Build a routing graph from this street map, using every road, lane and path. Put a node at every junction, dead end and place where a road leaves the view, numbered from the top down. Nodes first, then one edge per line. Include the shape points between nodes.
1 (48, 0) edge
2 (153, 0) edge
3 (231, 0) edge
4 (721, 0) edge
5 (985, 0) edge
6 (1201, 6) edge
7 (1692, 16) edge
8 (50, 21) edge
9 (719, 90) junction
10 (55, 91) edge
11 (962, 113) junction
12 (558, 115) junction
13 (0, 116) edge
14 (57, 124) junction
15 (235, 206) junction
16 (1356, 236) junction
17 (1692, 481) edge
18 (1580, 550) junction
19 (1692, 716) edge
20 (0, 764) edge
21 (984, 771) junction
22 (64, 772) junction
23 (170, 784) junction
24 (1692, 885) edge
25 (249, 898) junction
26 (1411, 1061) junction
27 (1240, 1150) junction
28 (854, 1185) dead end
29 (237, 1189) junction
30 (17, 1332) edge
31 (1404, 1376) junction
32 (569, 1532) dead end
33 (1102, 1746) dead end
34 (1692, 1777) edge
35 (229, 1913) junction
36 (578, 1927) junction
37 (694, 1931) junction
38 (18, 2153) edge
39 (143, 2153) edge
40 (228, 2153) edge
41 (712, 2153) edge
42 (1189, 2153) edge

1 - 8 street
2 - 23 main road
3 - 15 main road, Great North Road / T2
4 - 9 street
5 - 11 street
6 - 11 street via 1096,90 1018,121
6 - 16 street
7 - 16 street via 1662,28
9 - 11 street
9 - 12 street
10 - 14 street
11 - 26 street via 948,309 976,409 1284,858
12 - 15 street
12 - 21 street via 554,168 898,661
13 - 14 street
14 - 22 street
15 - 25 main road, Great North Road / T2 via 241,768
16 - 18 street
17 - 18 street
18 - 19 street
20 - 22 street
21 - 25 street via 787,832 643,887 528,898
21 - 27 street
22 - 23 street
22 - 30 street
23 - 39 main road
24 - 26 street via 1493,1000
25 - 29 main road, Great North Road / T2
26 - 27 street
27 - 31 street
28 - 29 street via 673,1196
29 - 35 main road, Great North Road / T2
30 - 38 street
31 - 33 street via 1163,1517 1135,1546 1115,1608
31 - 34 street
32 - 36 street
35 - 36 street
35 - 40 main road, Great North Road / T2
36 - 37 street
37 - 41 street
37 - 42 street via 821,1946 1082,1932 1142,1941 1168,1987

::::::

> **WHAT TO PRODUCE**
Go through the entries above and report each line with the string "road" in it.

> **OUTPUT BELOW**
Build a routing graph from this street map, using every road, lane and path. Put a node at every junction, dead end and place where a road leaves the view, numbered from the top down. Nodes first, then one edge per line. Include the shape points between nodes.
2 - 23 main road
3 - 15 main road, Great North Road / T2
15 - 25 main road, Great North Road / T2 via 241,768
23 - 39 main road
25 - 29 main road, Great North Road / T2
29 - 35 main road, Great North Road / T2
35 - 40 main road, Great North Road / T2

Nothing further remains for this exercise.